According to figures, up to a third of teenagers have a poor body image – they are dissatisfied with their own body. This can in turn lead to depression, eating disorders, obesity and other health related issues; including over use of cosmetic surgery.
The course on body image, which was delivered by teachers in three separate state-funded girls’ schools, was designed to test the effectiveness of delivering these kind of lessons in respect to reducing negative body image. Dr Helen Sharpe, of the Institute of Psychiatry, felt that following the results the course was successful. She continued:
“We’re hopeful that as we continue with this research we’ll be able to make the programme even more effective and that it could then go on to be effective in reducing disordered eating – things like binge eating and unhelpful weight loss.”

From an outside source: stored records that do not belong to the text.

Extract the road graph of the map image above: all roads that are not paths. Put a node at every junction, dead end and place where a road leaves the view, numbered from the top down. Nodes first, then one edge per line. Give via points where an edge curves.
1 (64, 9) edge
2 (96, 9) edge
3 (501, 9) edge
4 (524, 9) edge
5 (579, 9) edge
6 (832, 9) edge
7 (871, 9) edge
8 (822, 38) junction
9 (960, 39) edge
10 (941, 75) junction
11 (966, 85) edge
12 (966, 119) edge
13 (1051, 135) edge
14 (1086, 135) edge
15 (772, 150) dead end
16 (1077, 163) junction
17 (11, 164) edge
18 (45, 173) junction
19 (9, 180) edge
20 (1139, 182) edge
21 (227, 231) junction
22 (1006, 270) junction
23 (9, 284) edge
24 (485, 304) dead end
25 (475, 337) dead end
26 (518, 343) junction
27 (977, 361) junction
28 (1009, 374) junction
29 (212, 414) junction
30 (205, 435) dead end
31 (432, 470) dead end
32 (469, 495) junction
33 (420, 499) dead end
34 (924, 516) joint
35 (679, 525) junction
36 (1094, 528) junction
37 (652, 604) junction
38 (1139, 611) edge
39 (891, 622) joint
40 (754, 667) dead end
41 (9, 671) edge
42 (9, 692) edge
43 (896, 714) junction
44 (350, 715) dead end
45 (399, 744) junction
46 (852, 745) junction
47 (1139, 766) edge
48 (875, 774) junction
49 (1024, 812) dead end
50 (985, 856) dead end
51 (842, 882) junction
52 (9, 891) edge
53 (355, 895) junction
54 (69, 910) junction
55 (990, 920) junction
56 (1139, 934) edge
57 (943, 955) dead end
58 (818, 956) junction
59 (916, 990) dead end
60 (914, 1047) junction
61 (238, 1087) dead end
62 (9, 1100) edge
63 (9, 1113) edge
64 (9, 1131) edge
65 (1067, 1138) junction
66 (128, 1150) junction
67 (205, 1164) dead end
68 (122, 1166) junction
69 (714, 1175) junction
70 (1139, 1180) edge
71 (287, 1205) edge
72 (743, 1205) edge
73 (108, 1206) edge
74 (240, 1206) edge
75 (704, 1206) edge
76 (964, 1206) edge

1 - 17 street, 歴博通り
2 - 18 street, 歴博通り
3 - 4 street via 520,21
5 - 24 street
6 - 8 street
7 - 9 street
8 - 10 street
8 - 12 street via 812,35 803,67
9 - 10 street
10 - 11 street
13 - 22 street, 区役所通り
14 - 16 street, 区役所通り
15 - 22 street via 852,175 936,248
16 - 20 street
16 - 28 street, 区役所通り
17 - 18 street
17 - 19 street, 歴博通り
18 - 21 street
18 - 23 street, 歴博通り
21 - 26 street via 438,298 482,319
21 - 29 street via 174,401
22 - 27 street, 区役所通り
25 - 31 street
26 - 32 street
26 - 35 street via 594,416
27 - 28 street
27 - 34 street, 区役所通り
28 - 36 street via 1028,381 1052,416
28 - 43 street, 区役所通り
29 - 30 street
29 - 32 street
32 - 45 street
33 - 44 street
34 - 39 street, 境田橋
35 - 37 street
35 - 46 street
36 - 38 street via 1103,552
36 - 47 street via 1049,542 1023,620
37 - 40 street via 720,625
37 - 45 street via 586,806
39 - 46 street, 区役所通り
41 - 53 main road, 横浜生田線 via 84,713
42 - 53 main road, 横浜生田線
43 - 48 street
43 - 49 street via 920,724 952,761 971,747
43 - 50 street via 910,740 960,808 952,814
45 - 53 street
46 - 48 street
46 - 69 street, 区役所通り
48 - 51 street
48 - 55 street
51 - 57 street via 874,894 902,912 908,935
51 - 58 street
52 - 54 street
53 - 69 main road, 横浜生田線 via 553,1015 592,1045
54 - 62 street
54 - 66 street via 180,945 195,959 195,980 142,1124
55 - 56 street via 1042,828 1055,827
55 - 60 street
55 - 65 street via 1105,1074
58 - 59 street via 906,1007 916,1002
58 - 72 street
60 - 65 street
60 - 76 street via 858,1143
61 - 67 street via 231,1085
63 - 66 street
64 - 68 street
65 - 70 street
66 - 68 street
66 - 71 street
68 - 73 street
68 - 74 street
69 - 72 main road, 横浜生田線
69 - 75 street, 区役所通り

The researchers also noted that if these type of programs could be delivered by teachers across UK schools, the effect would be wide-ranging and relatively minimal in terms of cost.
The findings come a year after MPs recommended that all pupils should receive body image lessons, and also courses which focussed on building self-esteem. Indeed, the government panel which listened to the evidence in favour, an all-parliamentary group, was informed that figures suggest that more than half of the general public felt negatively about their body image.
Further studies have suggested that girls as young as five years of age have developed concerns over the way they looked; cosmetic surgery rates have also risen by almost a fifth since 2008.